**REQUIREMENT:**
Here is a block of records. Copy every line in it that includes "main".

**DATA RECORDS:**
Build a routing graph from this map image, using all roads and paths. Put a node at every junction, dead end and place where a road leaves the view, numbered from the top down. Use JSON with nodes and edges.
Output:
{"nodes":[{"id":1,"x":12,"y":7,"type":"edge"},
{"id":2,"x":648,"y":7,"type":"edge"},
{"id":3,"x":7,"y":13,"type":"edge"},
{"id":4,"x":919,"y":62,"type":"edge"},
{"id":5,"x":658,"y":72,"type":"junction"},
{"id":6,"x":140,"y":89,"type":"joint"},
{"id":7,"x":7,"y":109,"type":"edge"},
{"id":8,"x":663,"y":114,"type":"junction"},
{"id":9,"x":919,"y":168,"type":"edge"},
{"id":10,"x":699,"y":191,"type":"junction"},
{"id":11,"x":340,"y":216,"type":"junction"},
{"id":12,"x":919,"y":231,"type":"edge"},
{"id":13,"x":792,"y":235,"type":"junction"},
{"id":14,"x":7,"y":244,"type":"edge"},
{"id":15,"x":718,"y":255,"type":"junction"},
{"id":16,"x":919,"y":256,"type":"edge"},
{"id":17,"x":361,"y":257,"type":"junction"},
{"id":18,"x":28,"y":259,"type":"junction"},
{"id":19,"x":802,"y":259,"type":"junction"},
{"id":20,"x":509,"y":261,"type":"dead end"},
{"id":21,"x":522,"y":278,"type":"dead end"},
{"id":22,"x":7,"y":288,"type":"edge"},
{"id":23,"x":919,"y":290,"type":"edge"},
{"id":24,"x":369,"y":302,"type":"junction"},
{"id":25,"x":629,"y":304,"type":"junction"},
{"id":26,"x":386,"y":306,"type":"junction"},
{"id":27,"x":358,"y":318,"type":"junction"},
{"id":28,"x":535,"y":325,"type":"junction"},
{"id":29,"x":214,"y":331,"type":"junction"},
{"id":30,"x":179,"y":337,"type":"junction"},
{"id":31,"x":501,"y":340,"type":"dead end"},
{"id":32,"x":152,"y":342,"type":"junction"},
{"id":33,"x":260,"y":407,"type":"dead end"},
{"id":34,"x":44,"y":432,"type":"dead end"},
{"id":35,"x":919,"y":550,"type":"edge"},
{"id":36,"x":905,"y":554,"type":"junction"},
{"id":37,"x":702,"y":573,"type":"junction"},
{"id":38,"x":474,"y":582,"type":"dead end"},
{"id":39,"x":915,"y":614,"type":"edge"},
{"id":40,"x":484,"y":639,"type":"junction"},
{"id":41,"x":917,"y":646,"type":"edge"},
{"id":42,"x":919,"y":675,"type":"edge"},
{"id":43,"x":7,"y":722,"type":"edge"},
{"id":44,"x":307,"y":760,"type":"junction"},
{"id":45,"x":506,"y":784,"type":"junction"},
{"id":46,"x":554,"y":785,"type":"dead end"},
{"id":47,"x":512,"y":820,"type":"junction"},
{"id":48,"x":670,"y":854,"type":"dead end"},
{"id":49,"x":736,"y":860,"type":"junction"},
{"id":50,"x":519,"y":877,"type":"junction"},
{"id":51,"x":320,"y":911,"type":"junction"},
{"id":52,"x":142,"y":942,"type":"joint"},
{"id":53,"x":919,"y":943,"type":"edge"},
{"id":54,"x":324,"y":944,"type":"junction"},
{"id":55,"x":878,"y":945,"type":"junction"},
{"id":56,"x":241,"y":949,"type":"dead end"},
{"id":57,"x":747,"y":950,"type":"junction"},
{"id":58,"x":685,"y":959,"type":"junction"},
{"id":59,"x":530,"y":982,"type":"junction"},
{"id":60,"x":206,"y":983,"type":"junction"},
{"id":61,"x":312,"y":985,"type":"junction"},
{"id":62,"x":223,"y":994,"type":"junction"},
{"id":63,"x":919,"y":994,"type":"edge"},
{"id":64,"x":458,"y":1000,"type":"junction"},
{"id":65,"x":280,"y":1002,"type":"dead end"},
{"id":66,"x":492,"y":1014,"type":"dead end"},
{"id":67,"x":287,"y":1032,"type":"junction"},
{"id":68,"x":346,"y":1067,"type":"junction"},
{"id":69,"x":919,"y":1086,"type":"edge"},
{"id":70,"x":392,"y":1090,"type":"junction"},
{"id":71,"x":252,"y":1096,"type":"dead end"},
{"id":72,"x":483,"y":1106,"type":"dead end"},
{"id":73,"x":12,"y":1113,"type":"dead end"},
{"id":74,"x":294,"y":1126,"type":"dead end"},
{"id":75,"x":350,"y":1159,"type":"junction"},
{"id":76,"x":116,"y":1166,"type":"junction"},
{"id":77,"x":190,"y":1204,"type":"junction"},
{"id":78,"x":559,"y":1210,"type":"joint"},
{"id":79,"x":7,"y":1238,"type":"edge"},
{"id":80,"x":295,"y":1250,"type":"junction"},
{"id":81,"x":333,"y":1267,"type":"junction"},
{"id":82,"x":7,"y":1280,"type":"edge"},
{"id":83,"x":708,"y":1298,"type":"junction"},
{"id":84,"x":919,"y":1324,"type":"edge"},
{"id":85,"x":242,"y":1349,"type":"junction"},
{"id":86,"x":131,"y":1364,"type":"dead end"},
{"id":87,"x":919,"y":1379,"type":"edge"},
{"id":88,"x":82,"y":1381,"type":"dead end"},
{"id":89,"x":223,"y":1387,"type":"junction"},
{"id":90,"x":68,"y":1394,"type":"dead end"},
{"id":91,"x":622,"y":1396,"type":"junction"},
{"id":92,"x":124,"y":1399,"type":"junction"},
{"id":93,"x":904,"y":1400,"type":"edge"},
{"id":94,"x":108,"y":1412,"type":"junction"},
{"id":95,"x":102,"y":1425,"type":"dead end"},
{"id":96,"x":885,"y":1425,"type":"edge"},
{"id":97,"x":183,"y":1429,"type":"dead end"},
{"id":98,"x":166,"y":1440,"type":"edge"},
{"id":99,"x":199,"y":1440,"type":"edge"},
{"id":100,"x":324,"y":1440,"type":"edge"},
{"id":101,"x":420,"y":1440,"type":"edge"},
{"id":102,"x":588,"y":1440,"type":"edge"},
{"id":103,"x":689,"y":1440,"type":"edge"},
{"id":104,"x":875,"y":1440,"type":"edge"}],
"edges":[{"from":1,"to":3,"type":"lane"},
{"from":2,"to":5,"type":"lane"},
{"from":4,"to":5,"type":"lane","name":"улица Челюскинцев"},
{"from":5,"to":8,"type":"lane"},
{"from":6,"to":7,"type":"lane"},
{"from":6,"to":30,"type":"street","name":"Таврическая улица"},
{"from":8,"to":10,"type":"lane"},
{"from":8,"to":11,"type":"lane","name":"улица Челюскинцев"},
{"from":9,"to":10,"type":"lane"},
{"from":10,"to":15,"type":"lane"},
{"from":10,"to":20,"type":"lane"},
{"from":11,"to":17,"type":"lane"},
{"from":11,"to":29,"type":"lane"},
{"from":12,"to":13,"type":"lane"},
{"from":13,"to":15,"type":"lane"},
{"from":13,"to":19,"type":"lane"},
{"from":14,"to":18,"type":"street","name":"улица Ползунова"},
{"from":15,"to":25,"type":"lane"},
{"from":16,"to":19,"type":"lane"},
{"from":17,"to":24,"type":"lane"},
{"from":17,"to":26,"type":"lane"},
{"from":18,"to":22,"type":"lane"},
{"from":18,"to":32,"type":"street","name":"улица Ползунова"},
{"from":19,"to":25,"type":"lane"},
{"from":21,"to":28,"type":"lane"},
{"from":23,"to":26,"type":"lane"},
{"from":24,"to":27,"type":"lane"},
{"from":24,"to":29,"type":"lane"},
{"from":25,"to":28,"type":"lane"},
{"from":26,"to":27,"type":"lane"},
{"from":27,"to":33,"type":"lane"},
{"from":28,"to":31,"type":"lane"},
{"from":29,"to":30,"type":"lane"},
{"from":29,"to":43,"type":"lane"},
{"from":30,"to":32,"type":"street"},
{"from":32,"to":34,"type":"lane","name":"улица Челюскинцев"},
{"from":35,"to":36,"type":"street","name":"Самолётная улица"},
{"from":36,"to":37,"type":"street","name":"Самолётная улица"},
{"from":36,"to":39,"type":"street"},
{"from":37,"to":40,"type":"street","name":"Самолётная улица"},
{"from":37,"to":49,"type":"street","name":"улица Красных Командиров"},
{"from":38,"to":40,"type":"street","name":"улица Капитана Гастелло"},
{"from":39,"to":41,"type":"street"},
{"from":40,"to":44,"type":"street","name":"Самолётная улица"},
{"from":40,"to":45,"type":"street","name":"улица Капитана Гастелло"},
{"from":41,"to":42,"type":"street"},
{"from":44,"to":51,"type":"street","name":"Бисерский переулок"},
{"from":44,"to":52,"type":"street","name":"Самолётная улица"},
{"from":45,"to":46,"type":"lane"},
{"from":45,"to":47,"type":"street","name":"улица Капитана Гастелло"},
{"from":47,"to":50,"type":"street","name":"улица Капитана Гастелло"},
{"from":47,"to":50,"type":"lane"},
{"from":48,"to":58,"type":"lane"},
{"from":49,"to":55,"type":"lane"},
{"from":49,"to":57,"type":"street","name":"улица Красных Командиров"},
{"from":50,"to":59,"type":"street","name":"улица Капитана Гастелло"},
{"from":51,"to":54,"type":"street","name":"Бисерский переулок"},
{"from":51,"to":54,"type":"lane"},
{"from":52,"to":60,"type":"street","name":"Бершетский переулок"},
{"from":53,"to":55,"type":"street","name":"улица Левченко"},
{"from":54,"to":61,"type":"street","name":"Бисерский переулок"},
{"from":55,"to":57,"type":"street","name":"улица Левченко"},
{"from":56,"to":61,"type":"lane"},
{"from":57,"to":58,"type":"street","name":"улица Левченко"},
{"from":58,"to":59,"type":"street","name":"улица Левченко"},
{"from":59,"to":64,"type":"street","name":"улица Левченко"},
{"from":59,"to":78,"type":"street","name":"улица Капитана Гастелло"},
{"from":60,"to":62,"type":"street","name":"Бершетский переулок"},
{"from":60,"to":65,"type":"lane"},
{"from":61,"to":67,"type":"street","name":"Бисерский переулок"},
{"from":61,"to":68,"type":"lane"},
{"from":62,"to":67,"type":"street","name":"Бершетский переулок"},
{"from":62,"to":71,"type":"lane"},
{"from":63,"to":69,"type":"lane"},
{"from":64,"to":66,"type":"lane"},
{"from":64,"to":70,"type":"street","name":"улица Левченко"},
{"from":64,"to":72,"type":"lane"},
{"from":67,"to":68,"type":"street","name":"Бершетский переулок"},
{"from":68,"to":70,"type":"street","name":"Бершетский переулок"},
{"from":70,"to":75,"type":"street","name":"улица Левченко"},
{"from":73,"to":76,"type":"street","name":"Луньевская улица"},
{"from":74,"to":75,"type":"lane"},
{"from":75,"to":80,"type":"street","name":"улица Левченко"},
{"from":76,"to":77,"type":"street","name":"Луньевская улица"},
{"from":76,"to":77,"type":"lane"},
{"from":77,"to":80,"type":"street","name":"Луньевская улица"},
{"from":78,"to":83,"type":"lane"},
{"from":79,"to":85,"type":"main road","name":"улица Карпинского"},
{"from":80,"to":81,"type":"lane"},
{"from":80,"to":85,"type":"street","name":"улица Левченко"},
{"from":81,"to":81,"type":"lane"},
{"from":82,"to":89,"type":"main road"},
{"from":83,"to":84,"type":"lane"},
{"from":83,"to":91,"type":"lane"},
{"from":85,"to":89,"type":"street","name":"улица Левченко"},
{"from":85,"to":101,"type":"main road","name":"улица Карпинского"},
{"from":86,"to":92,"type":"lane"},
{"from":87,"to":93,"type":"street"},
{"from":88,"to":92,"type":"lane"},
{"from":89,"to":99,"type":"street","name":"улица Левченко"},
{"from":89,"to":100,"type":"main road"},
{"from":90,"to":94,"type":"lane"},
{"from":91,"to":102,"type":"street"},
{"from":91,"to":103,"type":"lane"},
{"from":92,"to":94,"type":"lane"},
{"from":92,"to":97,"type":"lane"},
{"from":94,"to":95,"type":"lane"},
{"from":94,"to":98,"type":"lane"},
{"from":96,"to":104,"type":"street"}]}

**RESPONSE BOX:**
{"from":79,"to":85,"type":"main road","name":"улица Карпинского"},
{"from":82,"to":89,"type":"main road"},
{"from":85,"to":101,"type":"main road","name":"улица Карпинского"},
{"from":89,"to":100,"type":"main road"},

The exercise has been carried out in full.